About Zomato

Zomato is an Indian restaurant aggregator and food delivery start-up founded by Deepinder Goyal and Pankaj Chaddah in 2008. Zomato provides information, menus and user-reviews of restaurants, and also has food delivery options from partner restaurants in select cities.

About Our Project

India is quite famous for its diverse multi cuisine available in a large number of restaurants and hotel resorts, which is reminiscent of unity in diversity. Restaurant business in India is always evolving. More Indians are warming up to the idea of eating restaurant food whether by dining outside or getting food delivered. The growing number of restaurants in every state of India has been a motivation to inspect the data to get some insights, interesting facts and figures about the Indian food industry in each city. So, this project focuses on analysing the Zomato restaurant data for each city in India.

The Project focuses on Customers and Company, we have analyzed the data and made some useful conclusion in the form of Visualizations. The data is vizualized as it becomes easy to analyse data at instant.
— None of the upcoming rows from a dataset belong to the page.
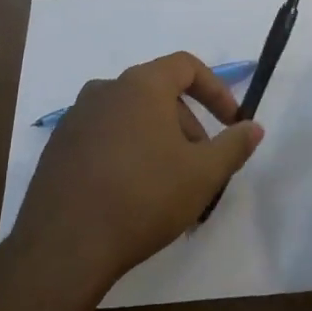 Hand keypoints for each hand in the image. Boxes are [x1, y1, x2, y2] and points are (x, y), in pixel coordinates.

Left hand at [11, 53, 264, 295]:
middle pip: (158, 93)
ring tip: (169, 186)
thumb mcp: (203, 174)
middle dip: (187, 125)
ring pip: (131, 118)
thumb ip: (233, 145)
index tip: (232, 122)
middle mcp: (104, 91)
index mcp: (140, 85)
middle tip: (201, 166)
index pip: (185, 66)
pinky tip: (132, 195)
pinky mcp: (58, 148)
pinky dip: (127, 153)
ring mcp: (75, 119)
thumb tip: (253, 127)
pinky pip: (104, 138)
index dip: (216, 90)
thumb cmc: (144, 198)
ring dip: (158, 141)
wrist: (65, 244)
The Analysis also solve some of the business cases that can directly help the customers finding the Best restaurant in their locality and for the company to grow up and work on the fields they are currently lagging in.

Data Preparation

The Dataset is provided to us by REGex Institute for training purpose. The Data can also be found at Kaggle.

The dataset contains the following features:

Name: This feature contains the name of the restaurant in a city

Price: Contains the approximate cost of meal

Cuisine Category: Consists of different food categories, separated by comma

City: Contains the name of the city the restaurant is located in.

City Region: Contains the neighbourhood in which the restaurant is located

URL: This feature contains the URL of the restaurant on the Zomato website

Cuisine Type: Type of the restaurant

Timing: Opening and closing time of a restaurant.

Rating Type: Ratings in terms of Excellent/Average/Good.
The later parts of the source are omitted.